Open kkeene44 opened this issue 7 years ago • 13 comments

When WRF is built with double-precision, it causes metgrid to fail with error: "Require grid spacing (dx) in meters to be positive! ERROR: MAP_INIT" This error is located in module_map_utils.F namelist.wps declares dx = 30000 print statements in module_map_utils.F confirms that dx is being read as 0.0000000E+00 map_proj = 'lambert'

kkeene44 avatar Mar 10 '17 21:03 kkeene44

Are the values of the DX and DY global attributes correct in the geogrid output files?

mgduda avatar Mar 10 '17 21:03 mgduda

Yes, they are.

kkeene44 avatar Mar 10 '17 21:03 kkeene44

I found that the placement of the read attribute calls for DX and DY in input_module.F had an impact on a problem that might be related to this one. Placing them at the bottom, below the read for sr_y, seems to fix the issue.

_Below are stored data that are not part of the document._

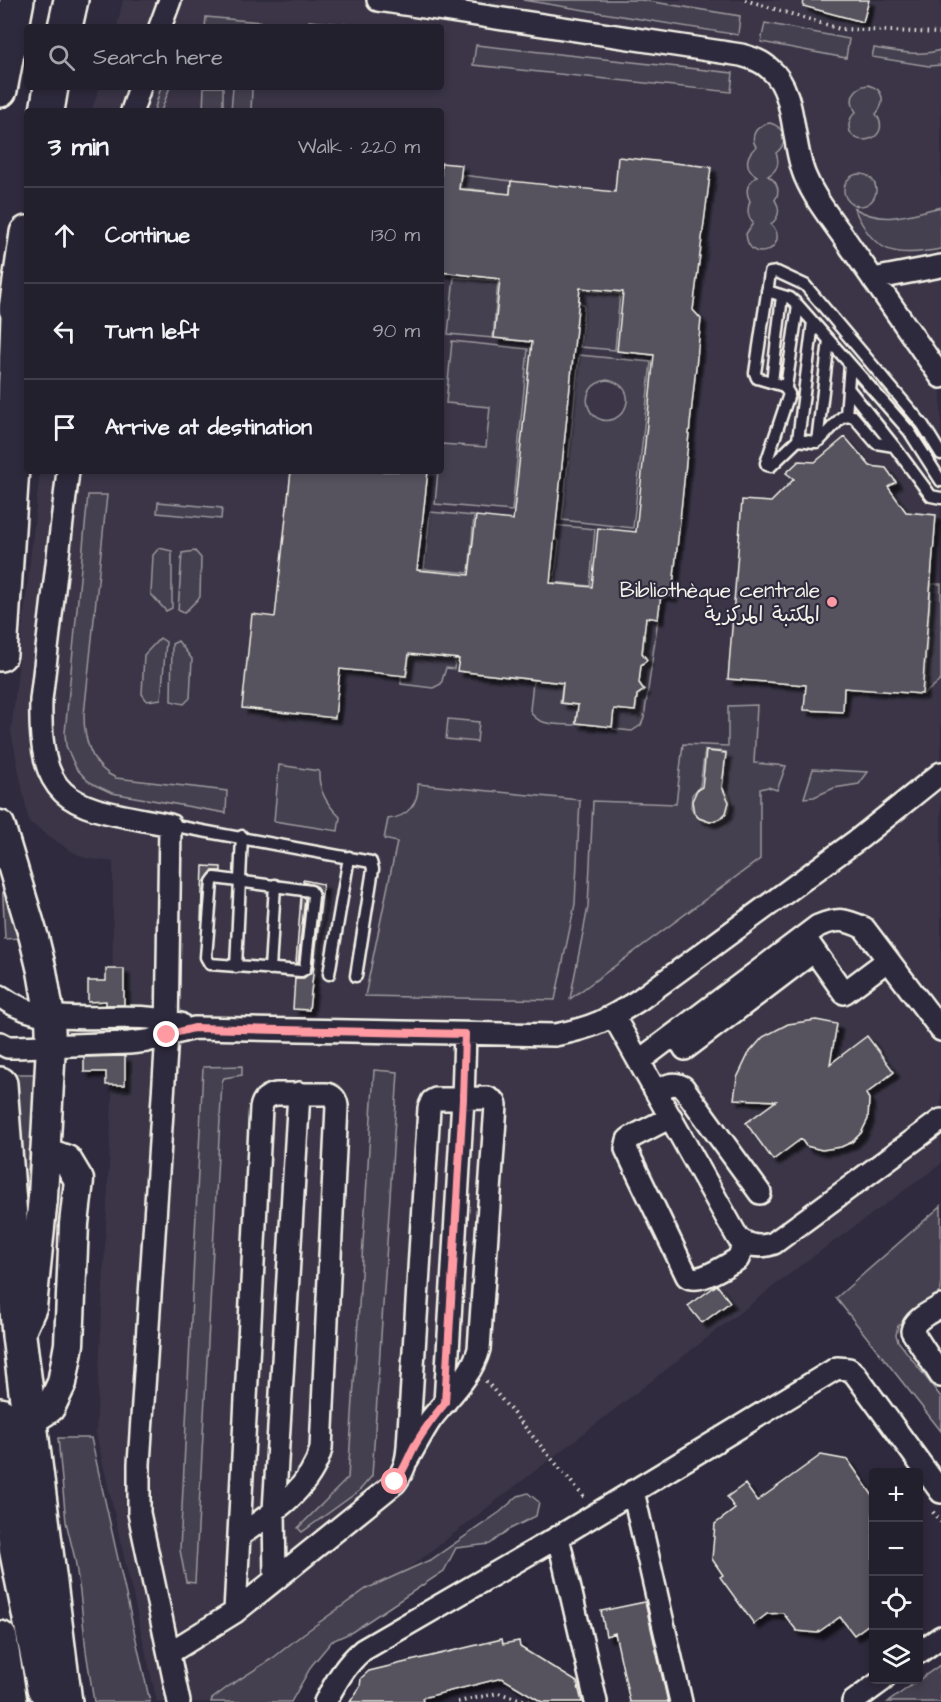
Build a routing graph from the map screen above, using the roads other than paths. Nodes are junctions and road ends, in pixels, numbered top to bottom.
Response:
1 (17, 0) edge
2 (71, 0) edge
3 (170, 0) edge
4 (378, 0) edge
5 (66, 24) edge
6 (161, 24) edge
7 (0, 90) edge
8 (50, 90) edge
9 (139, 90) edge
10 (47, 108) edge
11 (133, 108) edge
12 (24, 254) edge
13 (941, 266) edge
14 (873, 279) junction
15 (19, 289) junction
16 (767, 291) junction
17 (782, 296) junction
18 (798, 304) junction
19 (813, 322) junction
20 (829, 340) junction
21 (850, 364) junction
22 (941, 377) edge
23 (772, 382) junction
24 (786, 387) junction
25 (848, 388) junction
26 (846, 416) junction
27 (0, 433) edge
28 (798, 440) junction
29 (817, 442) junction
30 (894, 446) junction
31 (941, 454) edge
32 (68, 474) edge
33 (941, 481) edge
34 (941, 498) edge
35 (0, 654) edge
36 (941, 772) edge
37 (0, 825) edge
38 (170, 825) junction
39 (242, 837) junction
40 (349, 857) junction
41 (240, 881) junction
42 (275, 885) junction
43 (809, 944) junction
44 (888, 960) junction
45 (236, 967) junction
46 (270, 969) junction
47 (329, 974) dead end
48 (356, 976) dead end
49 (0, 996) edge
50 (50, 1017) junction
51 (614, 1017) junction
52 (167, 1028) junction
53 (941, 1030) edge
54 (465, 1034) junction
55 (0, 1043) edge
56 (51, 1045) junction
57 (639, 1061) junction
58 (0, 1084) edge
59 (657, 1092) junction
60 (299, 1094) junction
61 (463, 1099) junction
62 (670, 1117) junction
63 (941, 1120) edge
64 (45, 1152) junction
65 (760, 1193) dead end
66 (744, 1243) junction
67 (941, 1306) edge
68 (19, 1336) junction
69 (941, 1376) edge
70 (445, 1403) junction
71 (15, 1418) edge
72 (407, 1460) junction
73 (633, 1491) junction
74 (941, 1492) edge
75 (274, 1511) junction
76 (239, 1536) junction
77 (558, 1537) junction
78 (275, 1579) junction
79 (235, 1612) junction
80 (941, 1636) edge
81 (0, 1638) edge
82 (923, 1649) edge
83 (169, 1653) junction
84 (878, 1684) edge
85 (10, 1702) edge
86 (47, 1702) edge
87 (65, 1702) edge
88 (179, 1702) edge
89 (325, 1702) edge
90 (596, 1702) edge
91 (681, 1702) edge
92 (853, 1702) edge

1 - 7 highway
2 - 5 highway
3 - 6 street
4 - 14 street
8 - 10 highway
9 - 11 street
12 - 15 highway
13 - 14 street
14 - 22 street
15 - 27 highway
15 - 35 highway
16 - 17 lane
16 - 23 lane
16 - 31 lane
17 - 18 lane
17 - 23 lane
18 - 19 lane
18 - 24 lane
19 - 20 lane
19 - 28 lane
20 - 21 lane
20 - 29 lane
21 - 25 lane
21 - 33 lane
23 - 24 lane
24 - 28 lane
25 - 26 lane
25 - 30 lane
26 - 29 lane
26 - 30 lane
28 - 29 lane
30 - 34 lane
32 - 38 street
36 - 51 street
37 - 50 main road
38 - 39 lane
38 - 52 street
39 - 40 lane
39 - 41 lane
40 - 47 lane
40 - 48 lane
41 - 42 lane
41 - 45 lane
41 - 45 lane
42 - 46 lane
42 - 46 lane
43 - 44 street
43 - 44 street
43 - 57 street
44 - 53 street
45 - 46 lane
49 - 50 street
50 - 52 street
50 - 56 main road
51 - 54 street
51 - 57 street
52 - 54 street
52 - 56 street
52 - 83 street
54 - 61 street
55 - 56 street
56 - 64 main road
57 - 59 street
58 - 68 highway
59 - 62 street
59 - 65 street
60 - 75 street
60 - 75 street
60 - 76 street
61 - 70 street
61 - 70 street
61 - 72 street
62 - 66 street
62 - 66 street
63 - 66 street
64 - 68 main road
64 - 71 main road
67 - 69 street
68 - 71 highway
70 - 72 street
71 - 86 highway
71 - 87 highway
72 - 78 street
73 - 74 street
73 - 77 street
73 - 91 street
75 - 76 street
75 - 78 street
76 - 79 street
77 - 89 street
77 - 90 street
78 - 79 street
79 - 83 street
80 - 82 street
81 - 85 highway
83 - 88 street
84 - 92 street

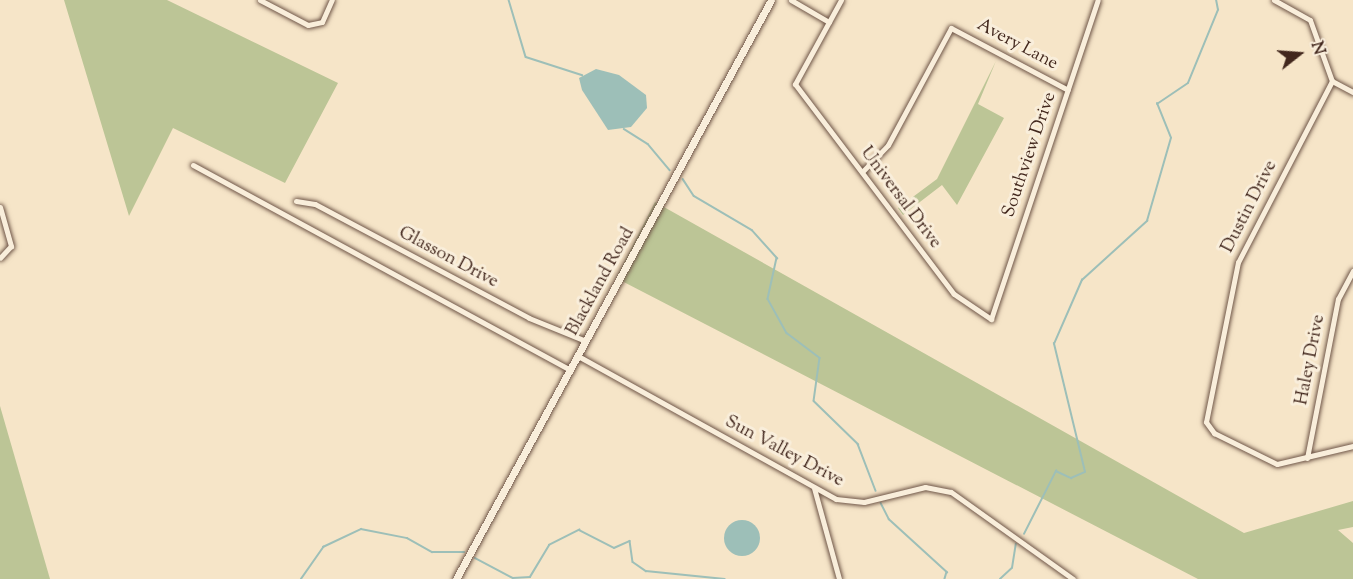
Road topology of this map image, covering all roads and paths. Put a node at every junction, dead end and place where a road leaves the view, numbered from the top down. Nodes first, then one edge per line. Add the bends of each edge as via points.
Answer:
1 (260, 0) edge
2 (332, 0) edge
3 (771, 0) edge
4 (791, 0) edge
5 (841, 0) edge
6 (1098, 0) edge
7 (1274, 0) edge
8 (829, 22) junction
9 (1332, 81) junction
10 (1068, 90) junction
11 (1353, 92) edge
12 (193, 165) dead end
13 (862, 172) junction
14 (296, 201) dead end
15 (0, 207) edge
16 (0, 258) edge
17 (1353, 270) edge
18 (991, 319) joint
19 (586, 341) junction
20 (578, 356) junction
21 (571, 370) junction
22 (1353, 446) edge
23 (1307, 458) junction
24 (814, 488) junction
25 (456, 579) edge
26 (839, 579) edge
27 (1073, 579) edge

1 - 2 street via 308,25 322,22
3 - 19 street, Blackland Road
4 - 8 street
5 - 8 street
6 - 10 street, Southview Drive
7 - 9 street via 1310,20
8 - 13 street, Universal Drive via 795,84
9 - 11 street
9 - 23 street, Dustin Drive via 1238,262 1206,425 1277,464
10 - 13 street, Avery Lane via 951,28 888,145
10 - 18 street, Southview Drive
12 - 21 street
13 - 18 street, Universal Drive via 954,294
14 - 19 street, Glasson Drive via 315,204 528,318
15 - 16 street via 11,246
17 - 23 street, Haley Drive via 1338,299
19 - 20 street, Blackland Road
20 - 21 street, Blackland Road
20 - 24 street, Sun Valley Drive
21 - 25 street, Blackland Road
22 - 23 street
24 - 26 street
24 - 27 street, Sun Valley Drive via 852,503 912,488 951,492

I can't explain why, but it might be worth trying here.

Apologies if this has already been resolved.

pblossey avatar Sep 09 '18 23:09 pblossey

I found that the placement of the read attribute calls for DX and DY in input_module.F had an impact on a problem that might be related to this one. Placing them at the bottom, below the read for sr_y, seems to fix the issue. I can't explain why, but it might be worth trying here.

Apologies if this has already been resolved.

This works for me, thanks! Can someone explain the reason why?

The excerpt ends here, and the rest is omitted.